The movement engages all ages in projects that bless local communities. In a single day, they stock pantries, deliver books to inner--city--school libraries, clean up the environment, lead worship for people in recovery, make meals for the homebound, build shelters for the homeless, sew dresses for Haiti, and so much more. It is truly a taste of heaven.
The day is really the culmination of 40 days of prayer, Bible reading, sermons, and small-group Bible studies. As we read about Jesus loving the lost and healing the hurting, momentum builds toward the day when we go out and follow in his steps.
Our theme is "Love the World: The Church Has Left the Building." Based on John 3:16, our outreach this year will focus on the way Jesus loved individuals in the Gospel of John. All the devotionals in this booklet are meditations on the book of John, encouraging us to love in Christ's name.
On Sunday, May 17, 2015, United Presbyterian Church will leave the building following worship to love the world in Jesus' name! We hope you will be inspired by this devotional to join us.
DAY ONE John 1:1--28
Carolyn Edwards, Faith Lutheran -- Northeast Philadelphia
Where do you see Jesus? As a life--long Lutheran, I have heard and read verses 1 thru 5 of this passage more times than I can remember, and yet
than as I read it again for this exercise, I have to read it more than once before it sinks in.
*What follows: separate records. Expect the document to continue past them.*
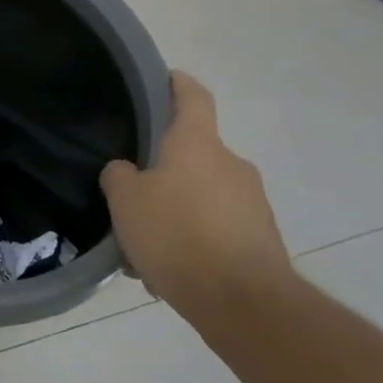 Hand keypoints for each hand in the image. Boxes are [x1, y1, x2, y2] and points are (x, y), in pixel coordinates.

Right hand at [100, 71, 293, 328]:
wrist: (244, 304)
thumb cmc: (177, 234)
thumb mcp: (125, 200)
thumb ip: (120, 176)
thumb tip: (127, 171)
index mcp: (198, 144)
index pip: (192, 97)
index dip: (178, 84)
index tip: (165, 78)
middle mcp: (231, 165)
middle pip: (193, 155)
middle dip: (164, 172)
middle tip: (133, 196)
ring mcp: (253, 204)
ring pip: (202, 198)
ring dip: (176, 214)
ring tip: (145, 250)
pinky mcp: (263, 242)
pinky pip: (217, 231)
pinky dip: (194, 243)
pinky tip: (168, 274) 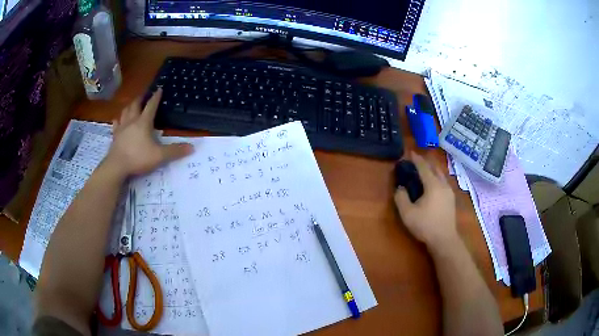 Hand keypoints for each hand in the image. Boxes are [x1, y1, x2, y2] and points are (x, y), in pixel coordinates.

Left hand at [104, 89, 192, 176]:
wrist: (117, 166)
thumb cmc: (138, 158)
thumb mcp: (159, 156)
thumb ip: (174, 151)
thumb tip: (192, 148)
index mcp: (144, 122)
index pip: (151, 105)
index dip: (156, 97)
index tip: (159, 88)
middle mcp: (132, 121)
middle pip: (136, 105)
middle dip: (141, 98)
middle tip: (144, 95)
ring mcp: (121, 128)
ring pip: (125, 111)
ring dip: (129, 106)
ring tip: (132, 105)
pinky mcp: (115, 136)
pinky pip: (116, 124)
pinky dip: (118, 119)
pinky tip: (118, 120)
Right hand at [394, 152, 458, 250]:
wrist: (444, 239)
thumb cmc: (425, 226)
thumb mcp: (407, 214)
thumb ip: (401, 198)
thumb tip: (400, 188)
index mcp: (433, 185)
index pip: (424, 168)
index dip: (416, 159)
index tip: (410, 153)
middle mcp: (443, 185)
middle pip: (435, 168)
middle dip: (426, 162)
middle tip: (417, 161)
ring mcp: (449, 192)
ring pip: (441, 175)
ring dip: (432, 170)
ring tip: (425, 171)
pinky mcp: (451, 199)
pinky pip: (444, 182)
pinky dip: (437, 178)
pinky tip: (433, 185) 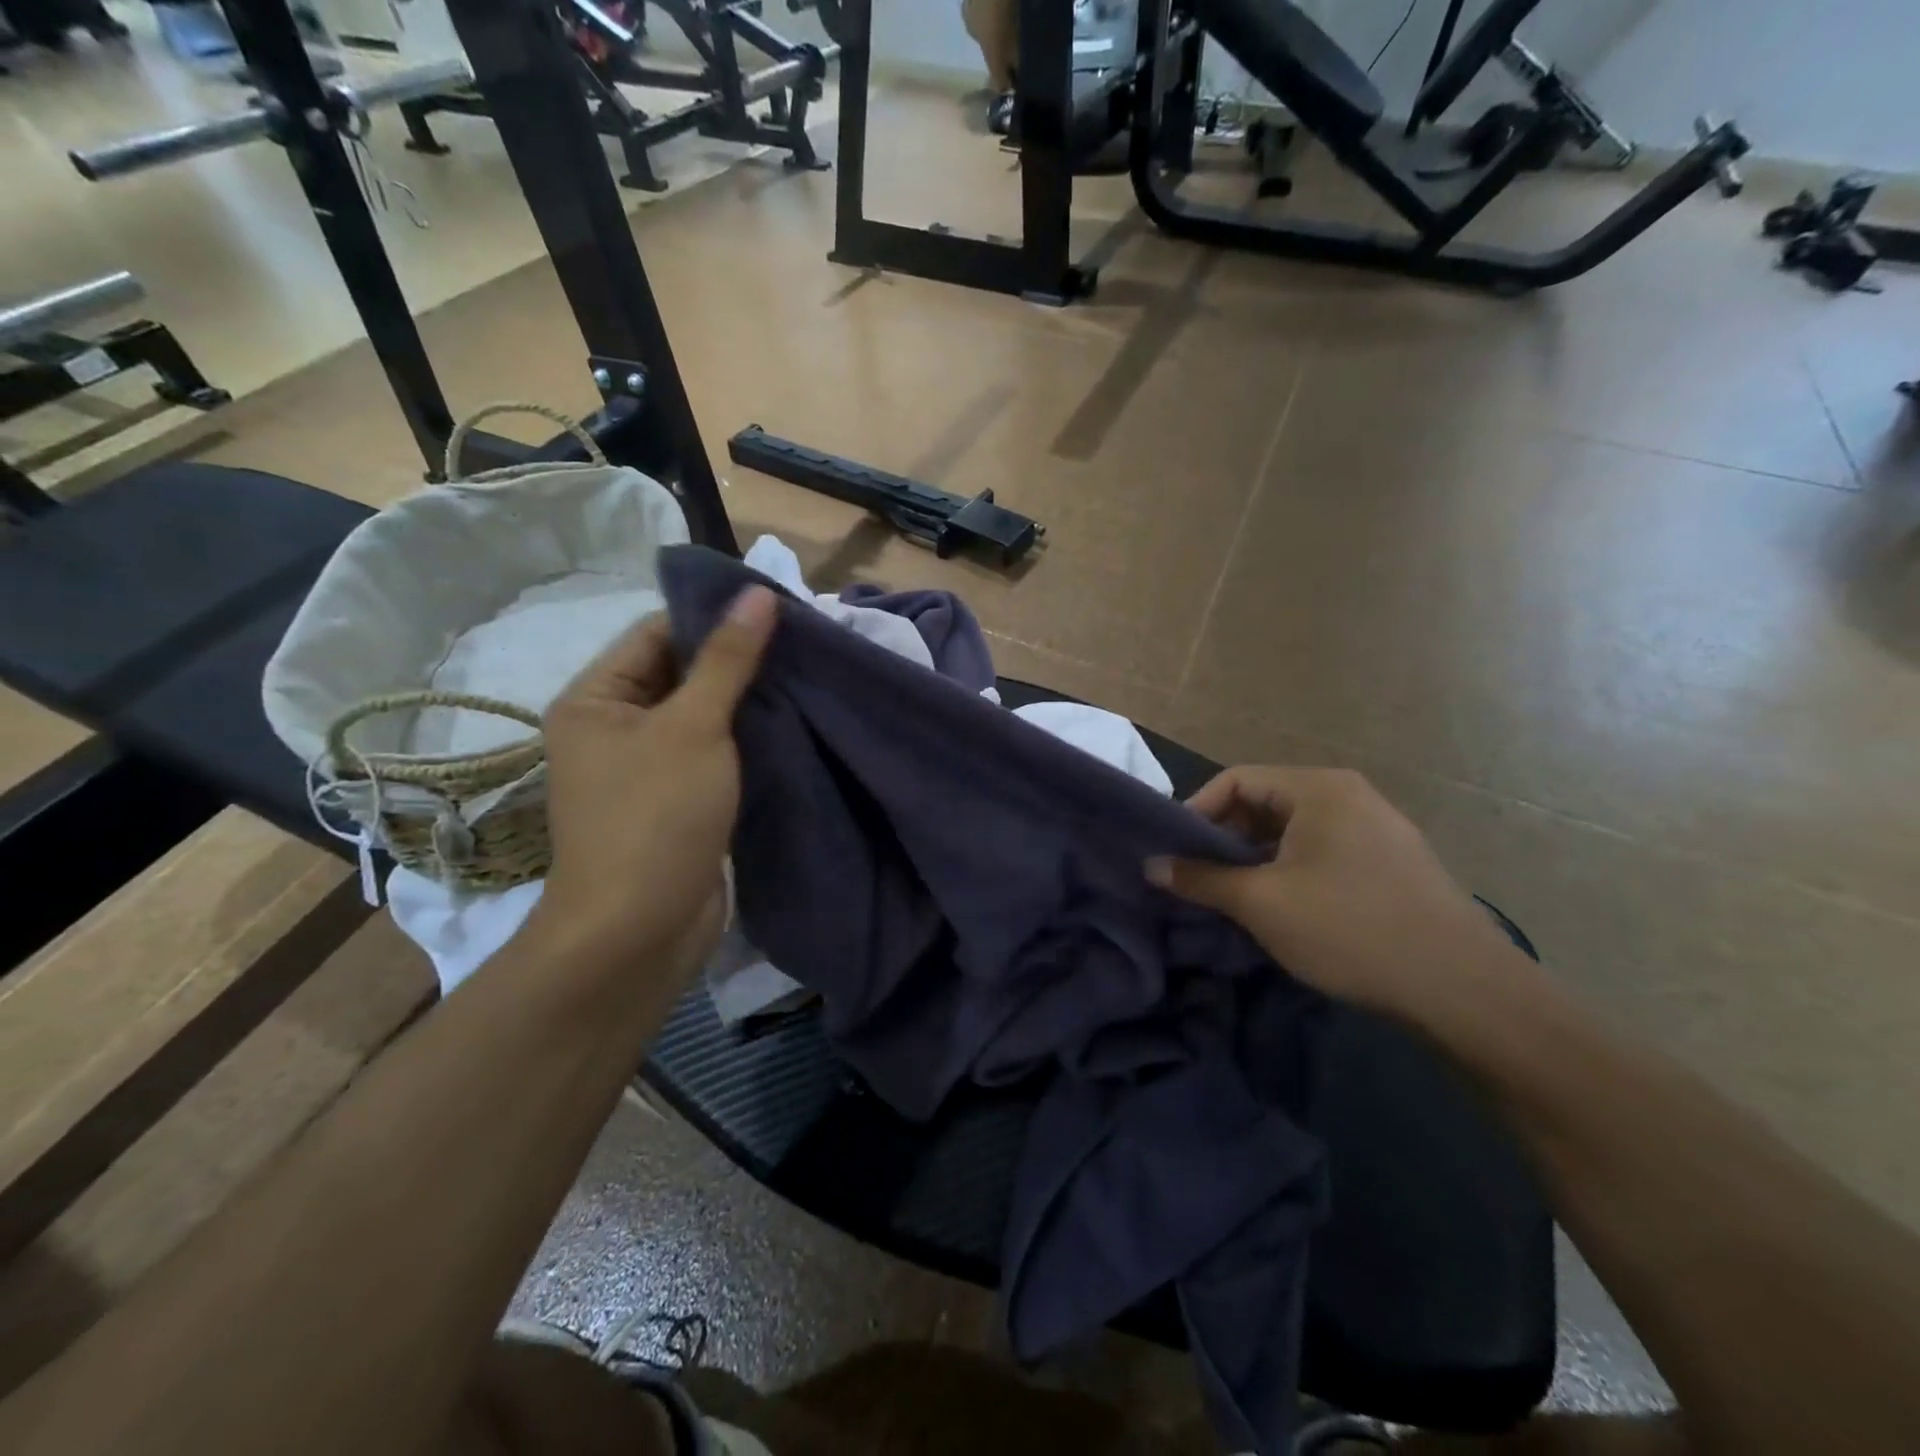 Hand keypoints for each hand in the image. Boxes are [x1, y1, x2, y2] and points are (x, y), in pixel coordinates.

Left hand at [528, 587, 777, 980]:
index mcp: (595, 699)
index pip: (656, 633)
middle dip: (736, 662)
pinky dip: (746, 742)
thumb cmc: (655, 816)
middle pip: (680, 674)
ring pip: (702, 717)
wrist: (639, 930)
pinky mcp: (677, 802)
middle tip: (800, 644)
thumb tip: (758, 592)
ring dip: (746, 703)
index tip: (775, 611)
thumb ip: (727, 660)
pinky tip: (790, 725)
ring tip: (804, 678)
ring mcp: (646, 769)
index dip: (712, 617)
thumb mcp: (694, 727)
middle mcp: (613, 728)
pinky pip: (713, 755)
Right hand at [1148, 766, 1528, 1022]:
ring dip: (1255, 859)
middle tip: (1198, 877)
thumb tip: (1152, 866)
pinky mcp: (1392, 864)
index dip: (1196, 810)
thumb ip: (1201, 879)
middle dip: (1224, 838)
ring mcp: (1377, 829)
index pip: (1236, 779)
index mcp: (1318, 788)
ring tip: (1233, 897)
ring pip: (1293, 831)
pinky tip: (1283, 909)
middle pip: (1265, 803)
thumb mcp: (1261, 903)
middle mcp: (1349, 795)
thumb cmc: (1349, 928)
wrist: (1464, 988)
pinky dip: (1289, 871)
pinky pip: (1322, 852)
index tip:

With some help from my interpretive Bible, I learn that the Jews used the term 'the word' as an expression of God's wisdom. Now it starts to make sense, reminding me of what I have always known: In the beginning was God, who gave us the Light, which was Jesus. So if people want to know
God, they can look to Jesus. If people want to know Jesus, they can look to his followers. My Pastor once posed the question, 'Where do you see Jesus?' As we kick off these days of prayer leading up to May 17th, I think it is more important to ask "Do people see Jesus in you?' In a few short weeks, we will be taking our faith out into our communities. What a perfect opportunity to show our friends and neighbors what Jesus was like!
Prepare your heart, mind and body in the weeks leading up to May 17th.
Lord, help us to see Christ in others, and to show Christ to our world. Amen.
DAY FOUR John 2:13-25 Michael Capron, Hopewell Presbyterian Church
What was Jesus so angry about?
When I get to the movie theater, I have to buy a ticket and cannot bring in any outside food or drink. If I can't afford it, I don't see a movie and I go hungry & thirsty. When I come to Christian worship, I don't have to pay anything and they serve me the Lord's Supper for free (probably coffee hour goodies too!)
I don't think Jesus is angry about people doing business in church, or even turning a profit. It isn't about the money. It is about worship. They were holding worship hostage for those who could afford to pay. This is the reason he is especially angry at the sellers of doves--those were the animal sacrifices that very poor people offered.
For interesting comparisons, read Mark 12:41-44 and Matt 17:24-27.
What barriers are in your worship space that would keep newcomers away? Prayer: Lord God, help me to offer my whole self to you in worship: my attention, my mind, my praise, my talents and my money. Amen.